Everyone has a role to play here: Charlie is flustered, Mac is destroyed, Will is a ticking time bomb, and Fierce Lawyer Lady is the angel on their shoulder telling everyone how right they are and how much she’s getting paid. Everyone except Will still thinks they deserve to be fired, but since Leona refuses to accept their resignations, Mac’s the only one who actually can be terminated on account of her insanely vindictive contract turned Chekhovian plot device. Charlie happens to mention her fire-ability early in the episode, making her eventual “exit” inevitable, but we all know this is going to end with her back on the show (and probably in Will’s arms).

As for election night, ACN has chosen as the faces of its six-hour coverage three experienced news anchors and one random ex-press aide. Taylor’s continuing hatred of Jim still makes for zippy dialogue, though, not to mention a flimsy excuse to tip off Maggie to a congressional candidate’s Akin-esque statements about rape and pregnancy. Now that Maggie’s breaking news with one of her exes while the other lamely Skypes his girlfriend during one of the most important work nights of the year, does she stand a chance of Winning the Pseudo-Breakup? Oh, and for everyone else who was confused as to when she actually chopped off all her hair, Maggie’s traumatizing Africa flashback/de-blondeification happened in early November, months after Africa.

Charlie’s inspiring speech about the importance of elections and not screwing up is pretty great, but this being The Newsroom, post-Genoa anxiety looks the absolute worst on the show’s women.
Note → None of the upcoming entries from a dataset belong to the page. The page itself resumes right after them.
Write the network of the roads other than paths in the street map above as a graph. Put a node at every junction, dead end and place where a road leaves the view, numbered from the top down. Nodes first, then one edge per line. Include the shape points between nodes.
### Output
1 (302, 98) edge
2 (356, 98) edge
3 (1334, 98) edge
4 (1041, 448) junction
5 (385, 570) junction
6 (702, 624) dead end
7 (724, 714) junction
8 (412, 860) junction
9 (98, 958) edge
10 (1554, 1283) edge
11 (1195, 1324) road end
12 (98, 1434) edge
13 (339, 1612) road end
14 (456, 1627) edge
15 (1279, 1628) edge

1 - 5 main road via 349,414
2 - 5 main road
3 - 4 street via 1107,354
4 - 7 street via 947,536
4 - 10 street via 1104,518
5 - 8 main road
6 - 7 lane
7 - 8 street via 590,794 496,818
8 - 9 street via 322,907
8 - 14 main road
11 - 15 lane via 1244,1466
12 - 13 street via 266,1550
Sloan freaks out because someone paid $1,000 for a signed copy of her book that she didn’t actually sign, while Mac is infuriated by Wikipedia’s false allegation she went to Oxford instead of Cambridge. “It’s funny the things people try to control when they feel like they’re not in control,” Neal literally laughs in Mac’s face. So while Will comes off looking positively “jovial,” Sloan and Mac get to be the irrational women who project their insecurities onto books signings and debate union presidencies while the 20-something male blogger looks on. Sigh of sighs.

Fortunately, the night’s biggest actual screw-up goes to Jim, a character I’m always happy to see taken down a few notches. He accidentally calls a race in Michigan rather than Mississippi, and rather than take up Charlie’s offer of a job at the sanitation department for anyone who drops the ball, he decides to neither fully fix his mistake nor fully lie about it and simply takes the race off the scroll at the bottom of the screen. Remind me again why this guy is better than Jerry Dantana? Oh yeah, because even though Jim is the worst he’s not suing an ex-boss for $20 million just for telling Kickstarter he’s a sociopath. Poor Don.
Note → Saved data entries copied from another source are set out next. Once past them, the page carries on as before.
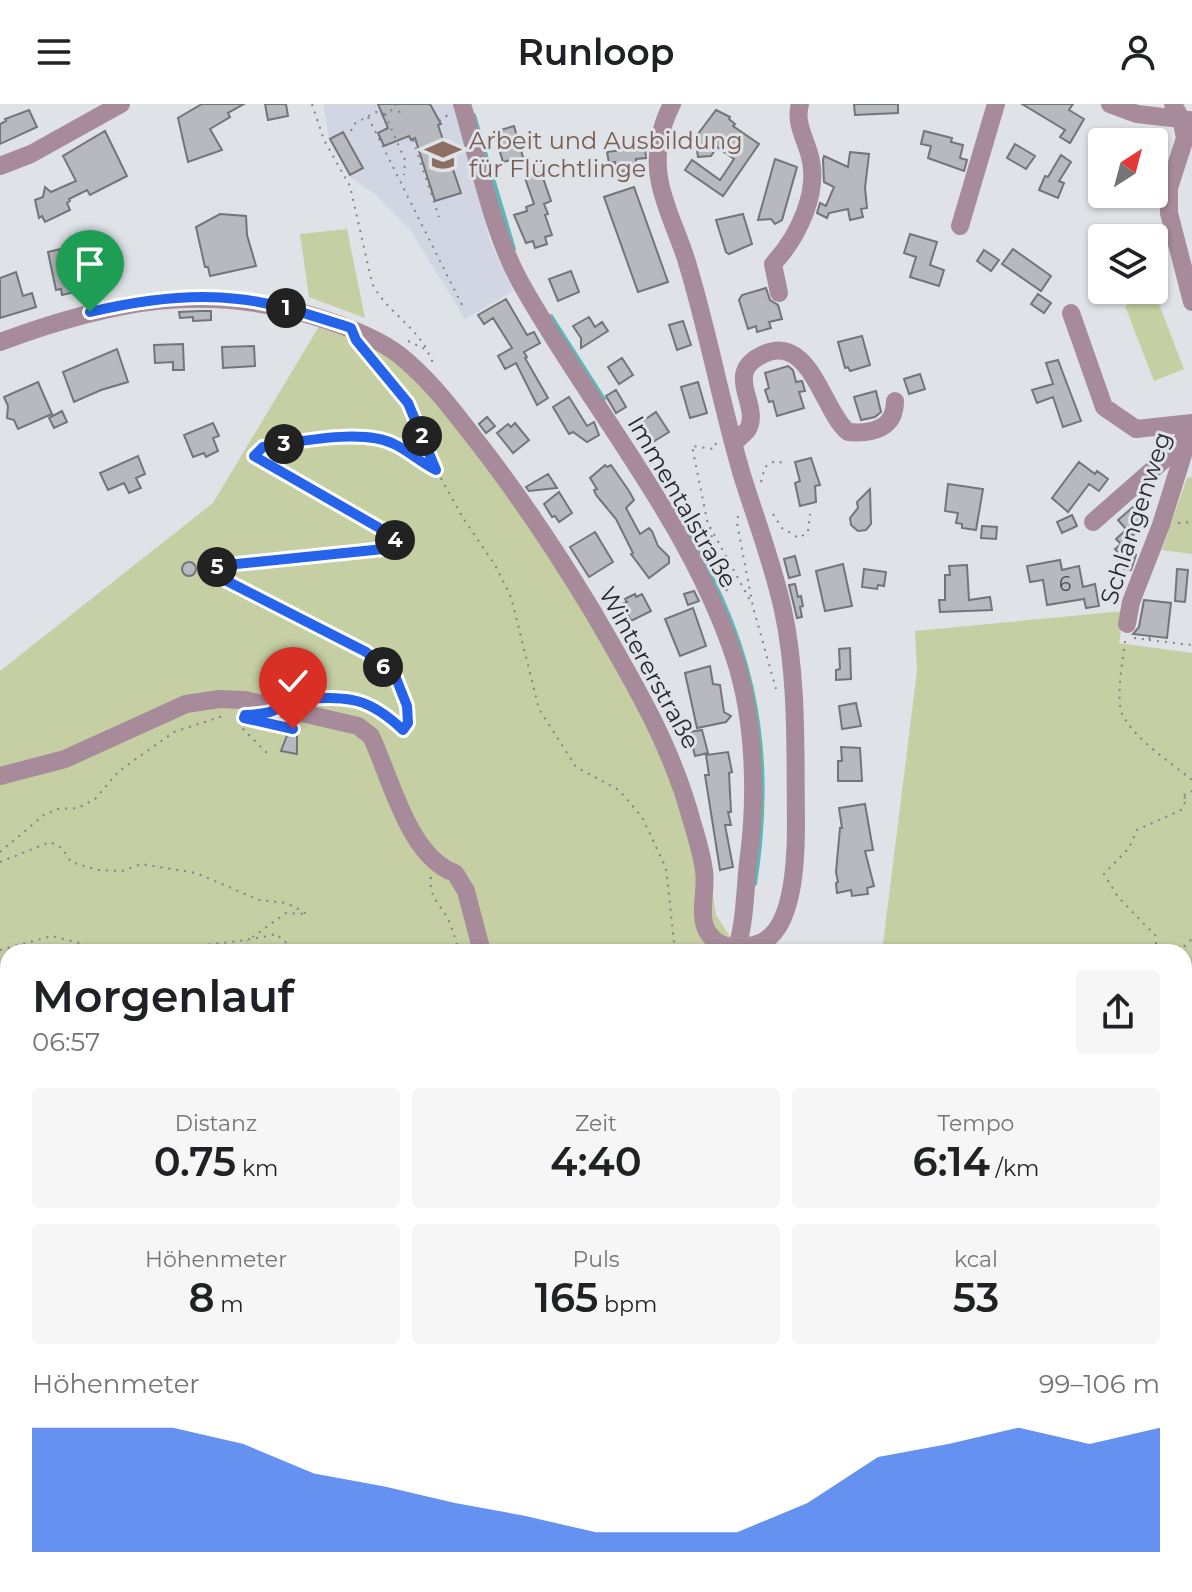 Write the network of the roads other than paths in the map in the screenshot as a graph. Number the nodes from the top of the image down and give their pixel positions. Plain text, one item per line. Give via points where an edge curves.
1 (121, 104) edge
2 (672, 104) edge
3 (800, 104) edge
4 (996, 104) edge
5 (1110, 104) edge
6 (455, 109) edge
7 (1182, 114) edge
8 (0, 166) edge
9 (960, 226) dead end
10 (779, 293) dead end
11 (1192, 302) edge
12 (1071, 313) dead end
13 (0, 342) edge
14 (895, 401) dead end
15 (1192, 425) edge
16 (726, 441) junction
17 (1093, 522) dead end
18 (1127, 624) road end
19 (0, 776) edge
20 (480, 944) edge
21 (719, 944) edge
22 (737, 944) edge
23 (757, 944) edge

1 - 8 street
2 - 16 street via 658,150 660,183 686,260
3 - 10 street via 797,114 811,157 811,197 801,224 773,264
4 - 9 street
5 - 7 street via 1137,114
6 - 22 street, Immentalstraße via 521,285 659,501 699,572 736,661 746,711 754,818
7 - 11 street via 1185,138 1169,188 1169,213
12 - 15 street via 1104,407 1136,429
13 - 21 street, Wintererstraße via 118,305 208,297 302,312 351,328 395,352 436,388 523,502 655,723 679,774 705,874 704,922
14 - 16 street via 890,421 879,430 848,432 832,416 812,371 798,358 773,351 758,356 746,371 743,383 752,415 748,430
15 - 17 street via 1175,450
15 - 18 street, Schlangenweg
16 - 23 street via 773,570 789,642 795,727 796,850 789,903 767,941
19 - 20 street via 65,759 186,704 219,699 245,700 281,717 358,726 371,736 419,844 455,873 466,891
The resignation drama continues to play out behind the scenes. Will can’t resign because Leon would hold him in breach of contract and Reese can’t fire Charlie because his mommy won’t let him on account of the lack of grandbabies. That leaves Mac, whose totally justified shame over making the biggest mistake of her professional career somehow gets tied up in her half-decade-old relationship drama with Will. I’m not quite sure how, but a fight early in the episode somehow turns into Will claiming he’s never punished her. Hey, remember that time he bought Mac a fake wedding ring just to guilt trip her for sabotaging their future? Seems an awful lot like punishment to me.

Eventually, Mac and Will have yet another Very Emotional Conversation in which he’s shocked that she thinks he won’t let her go for image reasons and she’s literally begging to be fired and he finally agrees to do it. The game face Will flashes the camera at the end of the episode is pure murder, but asking a rando Republican with zero credibility to “tear him apart” on-air is the least effective form of self-punishment we’ve seen yet. Something tells me that post-Genoa News Night is going to look a lot like pre-Genoa News Night, and the season’s penultimate episode did very little to prove me wrong.